_SUPPLIED MATERIAL:_

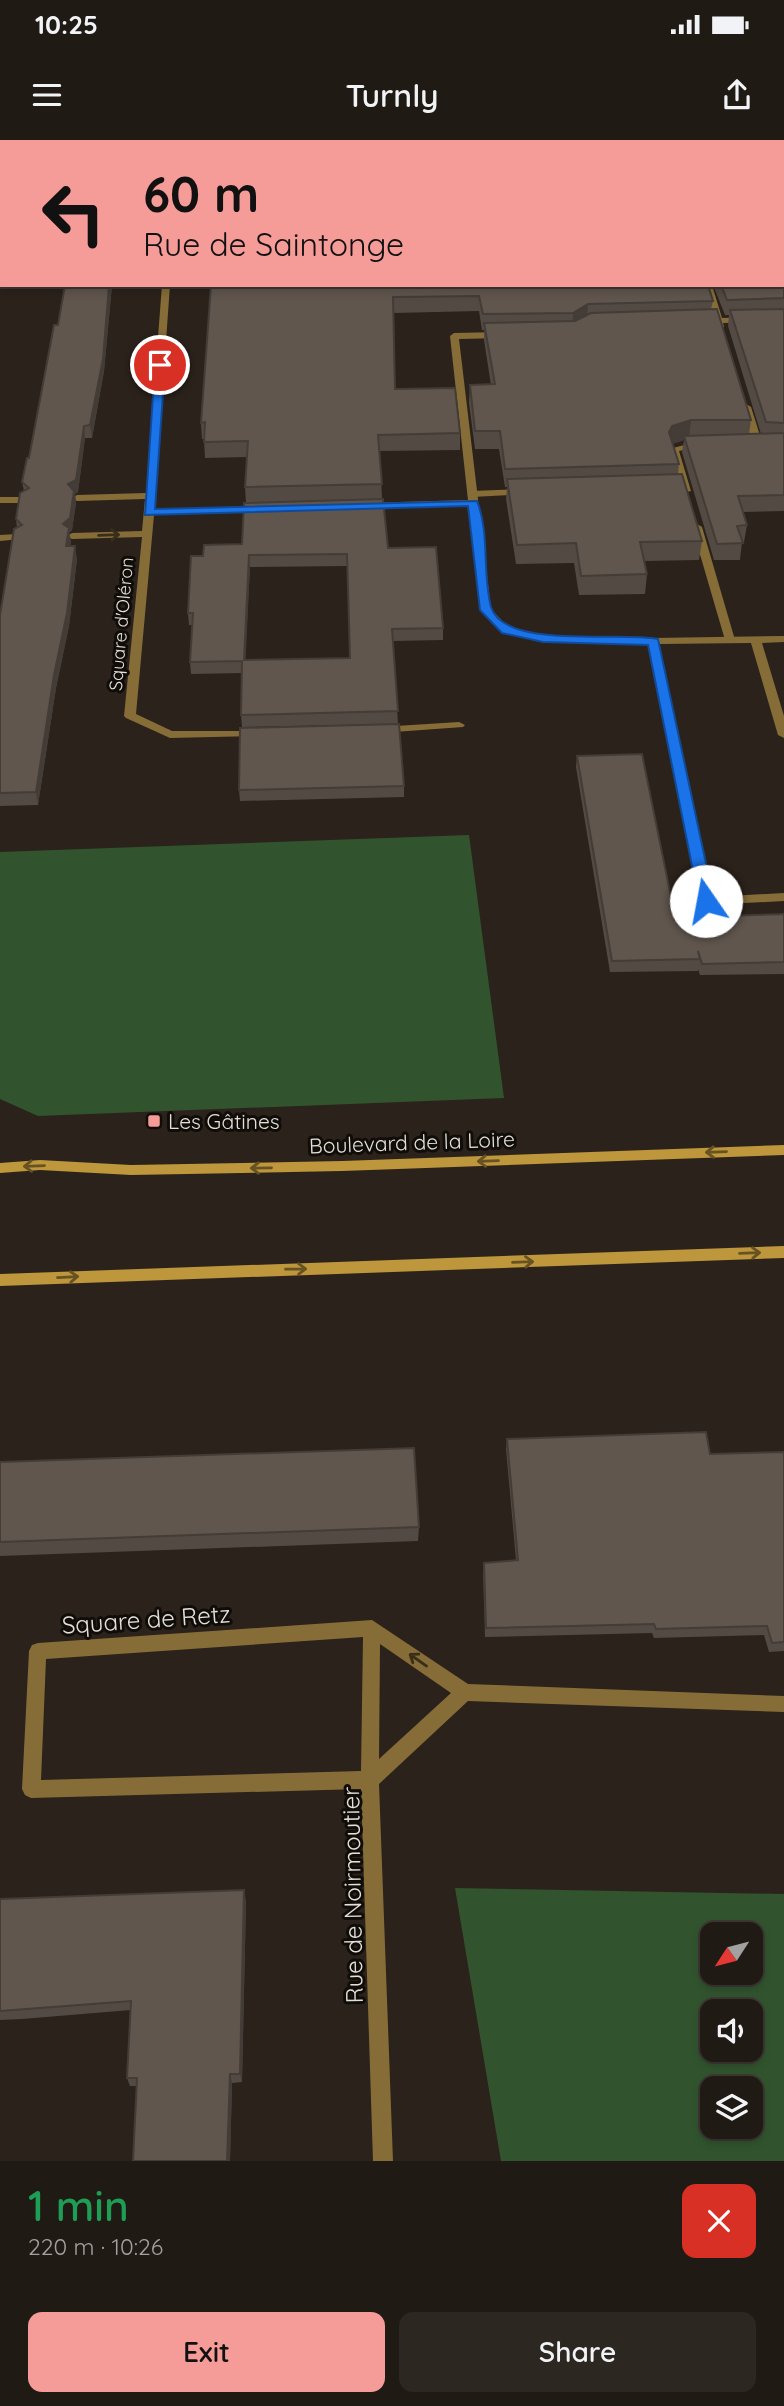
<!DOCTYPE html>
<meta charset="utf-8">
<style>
body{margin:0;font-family:Quicksand,sans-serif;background:#2d2722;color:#f1f3f6;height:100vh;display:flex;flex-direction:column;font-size:26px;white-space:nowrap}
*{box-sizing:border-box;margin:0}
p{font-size:23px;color:#a2a1a0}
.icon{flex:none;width:38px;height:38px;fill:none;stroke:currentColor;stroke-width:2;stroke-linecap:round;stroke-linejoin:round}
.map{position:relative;height:2021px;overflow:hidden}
.sheet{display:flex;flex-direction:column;background:#201a14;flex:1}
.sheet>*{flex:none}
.top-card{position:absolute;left:0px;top:0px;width:784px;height:147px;box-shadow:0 4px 10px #0003,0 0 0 2px #3d3834;background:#f59b98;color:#111;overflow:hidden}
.needle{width:46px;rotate:234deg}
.fabs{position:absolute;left:700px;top:1782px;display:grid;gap:14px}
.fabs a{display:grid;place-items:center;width:63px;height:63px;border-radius:14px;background:#201a14;box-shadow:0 4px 10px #0003,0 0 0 2px #3d3834;font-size:35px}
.pin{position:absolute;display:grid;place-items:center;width:60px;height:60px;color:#fff;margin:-30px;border:4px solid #fff;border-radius:50%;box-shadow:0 2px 7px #0007}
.me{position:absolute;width:77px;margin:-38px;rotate:348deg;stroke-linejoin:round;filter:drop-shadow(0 0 5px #0008)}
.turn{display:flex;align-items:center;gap:24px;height:147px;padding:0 28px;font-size:32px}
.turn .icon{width:91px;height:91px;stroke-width:2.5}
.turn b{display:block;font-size:49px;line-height:60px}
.round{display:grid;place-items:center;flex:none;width:74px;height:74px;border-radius:14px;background:#2d2722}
.summary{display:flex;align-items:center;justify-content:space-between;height:119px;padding:0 28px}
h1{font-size:42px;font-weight:600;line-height:52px;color:#1e9e55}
.primary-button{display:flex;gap:14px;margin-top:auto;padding:14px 28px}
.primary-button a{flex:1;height:80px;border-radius:14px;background:#f59b98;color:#111;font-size:28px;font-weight:600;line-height:80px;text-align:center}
.primary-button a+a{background:#2d2722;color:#f1f3f6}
.status{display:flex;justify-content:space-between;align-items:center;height:49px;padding:0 35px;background:#201a14;direction:ltr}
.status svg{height:19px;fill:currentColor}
header{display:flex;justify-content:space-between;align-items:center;height:91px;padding:0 28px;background:#201a14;font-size:32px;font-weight:600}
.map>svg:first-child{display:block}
.green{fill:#31542e;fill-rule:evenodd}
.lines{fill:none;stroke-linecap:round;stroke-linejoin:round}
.lane{fill:#866d38;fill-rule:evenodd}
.street{fill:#866d38;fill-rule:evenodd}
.secondary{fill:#be963b;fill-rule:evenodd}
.wall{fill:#534a43;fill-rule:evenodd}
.shaded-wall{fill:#433c37}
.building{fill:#60564e;stroke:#433c37;stroke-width:2;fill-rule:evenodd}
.oneway{stroke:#392f19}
.oneway2{stroke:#675222}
.route{fill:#1a73e8;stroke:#114b97;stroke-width:2}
.poi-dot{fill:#f59b98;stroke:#100d09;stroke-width:2.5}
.labels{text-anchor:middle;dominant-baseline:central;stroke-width:6;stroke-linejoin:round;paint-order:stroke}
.far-street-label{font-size:18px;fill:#e4dfda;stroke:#100d09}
.poi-label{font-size:21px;fill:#e4dfda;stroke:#100d09;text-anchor:start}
.street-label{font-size:21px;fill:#e4dfda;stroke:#100d09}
.near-street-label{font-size:24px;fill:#e4dfda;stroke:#100d09}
</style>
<div class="status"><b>10:25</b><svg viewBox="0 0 49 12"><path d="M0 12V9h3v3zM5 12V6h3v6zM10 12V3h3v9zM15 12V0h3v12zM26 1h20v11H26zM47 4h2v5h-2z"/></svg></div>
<header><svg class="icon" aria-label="menu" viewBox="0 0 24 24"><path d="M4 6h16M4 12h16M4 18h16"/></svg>Turnly<svg class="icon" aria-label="share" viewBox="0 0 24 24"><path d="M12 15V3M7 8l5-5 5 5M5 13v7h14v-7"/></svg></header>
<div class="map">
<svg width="784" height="2021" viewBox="0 0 784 2021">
<rect width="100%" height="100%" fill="#2b221b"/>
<g class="green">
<polygon points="469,695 504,958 38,976 0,959 0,712"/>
<path d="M 455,1748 L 784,1754 L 784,2021 L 501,2021 ZM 712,1794 L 751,1794 L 751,1832 L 712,1832 ZM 712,1871 L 751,1871 L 751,1909 L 712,1909 ZM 712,1948 L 751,1948 L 751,1986 L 712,1986 Z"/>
</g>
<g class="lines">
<g class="lane">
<polygon points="704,145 712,145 722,178 784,176 784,182 723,183 724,187 720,190 717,189 715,183 698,183 698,179 713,178"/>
<polygon points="746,264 751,267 763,305 761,307 753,305 741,267"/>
<polygon points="700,301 705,304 703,306 679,311 691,351 683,353 669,309"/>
<polygon points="523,349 528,352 526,354 472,357 467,354 472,351"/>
<polygon points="697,384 702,387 735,500 734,502 726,502 725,500 692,387"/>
</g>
<g class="street">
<rect x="25" y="0" width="8" height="2"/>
<rect x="467" y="0" width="8" height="2"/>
<polygon points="0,121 2,121 0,133"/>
<polygon points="162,145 170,145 154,369 263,366 268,369 263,372 154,375 136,574 172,591 263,591 263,595 259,596 170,598 126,578 124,576 142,397 72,399 67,396 72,393 142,391 145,359 77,361 72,358 77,355 146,353"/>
<polygon points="454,193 502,192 506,195 502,198 459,199 491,469 510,489 543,496 653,498 784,496 784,502 762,503 784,576 784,598 778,595 751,503 659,504 711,757 784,753 784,761 706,765 700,761 648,504 543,502 502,493 481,470 468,366 367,369 362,366 367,363 468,360 450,196"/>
<polygon points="0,357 24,357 29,360 24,363 0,363"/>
<polygon points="17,394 22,397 21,399 0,401 0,395"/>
<polygon points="459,582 465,585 463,587 380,593 374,590 380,587"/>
<path d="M 372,1480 L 468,1544 L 784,1556 L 784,1572 L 468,1561 L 379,1644 L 393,2021 L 373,2021 L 361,1649 L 31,1658 L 25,1655 L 22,1649 L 29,1511 L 32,1505 L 38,1503 ZM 363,1497 L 361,1631 L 41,1640 L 46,1519 ZM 380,1504 L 451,1553 L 379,1619 Z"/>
</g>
<g class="secondary">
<polygon points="784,1005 784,1015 342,1031 131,1035 40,1030 0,1033 0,1023 40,1020 131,1025 342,1021"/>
<polygon points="784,1106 784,1118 0,1146 0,1134"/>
</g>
</g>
<g class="wall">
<path d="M 782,59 L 784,63 L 784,371 L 743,372 L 747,385 L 744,402 L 742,402 L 740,420 L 714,420 L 682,312 L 684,300 L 672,304 L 679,324 L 678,334 L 702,401 L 699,420 L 644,421 L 647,434 L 645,454 L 579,455 L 574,423 L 516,424 L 506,359 L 507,347 L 505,347 L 499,309 L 475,309 L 469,263 L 470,245 L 491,245 L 484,200 L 484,190 L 482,190 L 479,171 L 394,173 L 395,249 L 460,293 L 460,310 L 380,311 L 382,359 L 388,408 L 443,488 L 443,500 L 393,501 L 398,584 L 242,587 L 241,575 L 242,533 L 191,534 L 190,522 L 192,485 L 189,485 L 188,473 L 203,416 L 242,404 L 246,363 L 245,347 L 247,317 L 205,318 L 204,299 L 202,299 L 201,283 L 211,145 L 713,161 L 711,169 L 751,280 L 749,294 L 761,294 L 728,186 L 729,175 L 725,175 L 713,145 L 782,145 ZM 347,426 L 350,518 L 245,520 L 250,427 Z"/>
<polygon points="65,145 112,145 104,231 92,298 85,298 78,352 75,354 76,363 72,390 69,393 71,401 70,406 77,419 69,486 56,548 38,665 0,666 0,475 17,388 16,379 24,351 22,342 29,318 58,185"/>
<polygon points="577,616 674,772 691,777 784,774 784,834 700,835 698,829 698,831 610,832 576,627"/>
<polygon points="404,646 404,657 240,661 239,650"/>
<polygon points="507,1299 710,1314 784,1312 784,1511 769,1512 764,1495 654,1498 652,1493 485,1497 483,1433 484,1423 516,1420 506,1309"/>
<polygon points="0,1322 419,1387 418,1401 0,1416"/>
<polygon points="0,1759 246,1761 242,1942 232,1943 230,2021 133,2021 137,1946 130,1946 127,1938 131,1870 22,1879 0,1880"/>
</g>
<g class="shaded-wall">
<polygon points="313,0 329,0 327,2 311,2"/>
<polygon points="109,145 112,145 104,231 92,298 90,285"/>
<polygon points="588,164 587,179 572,188 573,173"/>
<polygon points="691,280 689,298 684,296 684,300 670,305 669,292 672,286"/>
<polygon points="84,286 85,298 78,352 75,354 76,363 72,390 69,393 71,401 68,419 63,384 68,344"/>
<polygon points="75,406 77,419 69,486 56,548 38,665 36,652"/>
<polygon points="249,415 250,427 245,533 244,520"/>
<polygon points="244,1750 246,1761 242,1942 240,1934"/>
<polygon points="230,1934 232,1943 230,2021 227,2021"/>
</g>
<g class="building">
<rect x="90" y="0" width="41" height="2"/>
<polygon points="174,0 313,0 311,2 173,2"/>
<polygon points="718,0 758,0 758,2 719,2"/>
<polygon points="782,59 784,63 784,73 783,73 783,81 784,81 784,158 727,160 721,145 782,145"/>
<polygon points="65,145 109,145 103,219 90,285 84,286 76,340 68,344 74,351 70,378 63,384 69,388 66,406 75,406 67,473 54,535 36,652 0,653 0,475 14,389 22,385 16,379 20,353 29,348 22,342 27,318 29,318 54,185 58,185"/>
<polygon points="211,145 708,145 713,161 588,164 573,173 483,174 479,156 393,157 395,249 455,248 460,293 378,295 382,344 245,347 248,301 204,302 205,282 201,283"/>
<polygon points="717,169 751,280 691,280 672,286 669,292 679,324 505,329 500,291 475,291 470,245 495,244 484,183 575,181 591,173"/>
<polygon points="784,169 784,283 766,282 730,170"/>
<polygon points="784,293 784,355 738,356 747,385 737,386 743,403 717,404 684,296"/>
<polygon points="682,334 702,401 640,402 647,434 581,436 576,403 517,405 507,339"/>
<path d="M 383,359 L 388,408 L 436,407 L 443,488 L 392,489 L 398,571 L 241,575 L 242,521 L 190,522 L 193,473 L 188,473 L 191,416 L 203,416 L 204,405 L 242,404 L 244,363 ZM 347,414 L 350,518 L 244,520 L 249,415 Z"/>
<polygon points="399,584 404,646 239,650 240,588"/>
<polygon points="642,614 674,772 690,771 691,777 784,774 784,822 702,824 698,811 700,819 612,821 577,616"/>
<polygon points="706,1292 710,1314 784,1312 784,1502 772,1503 767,1486 656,1489 654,1484 486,1488 484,1423 518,1420 507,1299"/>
<polygon points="414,1308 419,1387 0,1402 0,1322"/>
<polygon points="244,1750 240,1934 230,1934 227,2021 133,2021 137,1938 127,1938 131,1861 0,1871 0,1759"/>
</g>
<defs><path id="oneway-shaft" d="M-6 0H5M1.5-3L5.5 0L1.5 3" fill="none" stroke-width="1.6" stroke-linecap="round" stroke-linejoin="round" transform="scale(1.75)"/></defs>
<g class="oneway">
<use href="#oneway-shaft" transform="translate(109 395) rotate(-2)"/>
<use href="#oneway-shaft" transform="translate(418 1520) rotate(-145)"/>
</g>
<g class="oneway2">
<use href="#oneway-shaft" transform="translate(716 1012) rotate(178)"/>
<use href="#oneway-shaft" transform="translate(488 1021) rotate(178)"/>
<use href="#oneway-shaft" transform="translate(34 1026) rotate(178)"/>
<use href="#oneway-shaft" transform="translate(261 1028) rotate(179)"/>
<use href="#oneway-shaft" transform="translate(750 1113) rotate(-2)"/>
<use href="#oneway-shaft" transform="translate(523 1122) rotate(-2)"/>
<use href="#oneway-shaft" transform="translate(296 1129) rotate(-1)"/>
<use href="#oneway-shaft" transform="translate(68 1137) rotate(-3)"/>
</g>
<path class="route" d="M 160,221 L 165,225 L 155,369 L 477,361 C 490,393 482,433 491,467 C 504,510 622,491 658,499 L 714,761 L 711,764 L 706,765 L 699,761 L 648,505 L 543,502 L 502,493 L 480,470 L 468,366 L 145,375 L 155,225 Z"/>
<rect class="poi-dot" x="147" y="974" width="14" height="14" rx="3.5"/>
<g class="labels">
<g class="far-street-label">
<text transform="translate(121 484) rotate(-85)">Square d'Oléron</text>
</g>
<g class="poi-label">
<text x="168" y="981">Les Gâtines</text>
</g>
<g class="street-label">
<text transform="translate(412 1002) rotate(-2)">Boulevard de la Loire</text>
</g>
<g class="near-street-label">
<text transform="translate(146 1479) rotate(-4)">Square de Retz</text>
<text transform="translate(352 1755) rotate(-91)">Rue de Noirmoutier</text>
</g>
</g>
</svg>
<div class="fabs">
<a><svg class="needle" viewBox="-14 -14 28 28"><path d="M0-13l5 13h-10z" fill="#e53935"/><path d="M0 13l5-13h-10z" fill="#a2a1a0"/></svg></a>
<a><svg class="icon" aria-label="sound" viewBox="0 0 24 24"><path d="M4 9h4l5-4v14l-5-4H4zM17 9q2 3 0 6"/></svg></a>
<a><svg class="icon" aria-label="layers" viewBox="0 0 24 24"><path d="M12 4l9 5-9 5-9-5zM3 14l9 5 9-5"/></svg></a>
</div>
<div class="pin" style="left:160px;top:225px;background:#d93025"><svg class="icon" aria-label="arrive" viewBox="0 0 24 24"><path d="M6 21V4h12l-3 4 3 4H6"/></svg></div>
<svg class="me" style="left:706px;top:761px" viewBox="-20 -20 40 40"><circle r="19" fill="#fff"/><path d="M0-13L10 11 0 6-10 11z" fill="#1a73e8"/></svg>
<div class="top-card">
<div class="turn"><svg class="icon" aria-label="left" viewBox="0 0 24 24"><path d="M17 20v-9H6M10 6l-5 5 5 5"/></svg><div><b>60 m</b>Rue de Saintonge</div></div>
</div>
</div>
<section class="sheet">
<div class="summary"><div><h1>1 min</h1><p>220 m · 10:26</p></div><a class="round" style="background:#d93025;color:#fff"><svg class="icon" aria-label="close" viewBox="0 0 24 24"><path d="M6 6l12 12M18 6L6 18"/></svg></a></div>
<div class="primary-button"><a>Exit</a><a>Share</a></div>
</section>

_WHAT IS REQUIRED:_ Wherever a line of the data holds "lines", copy that line.

_WRITTEN RESPONSE:_
.lines{fill:none;stroke-linecap:round;stroke-linejoin:round}
<g class="lines">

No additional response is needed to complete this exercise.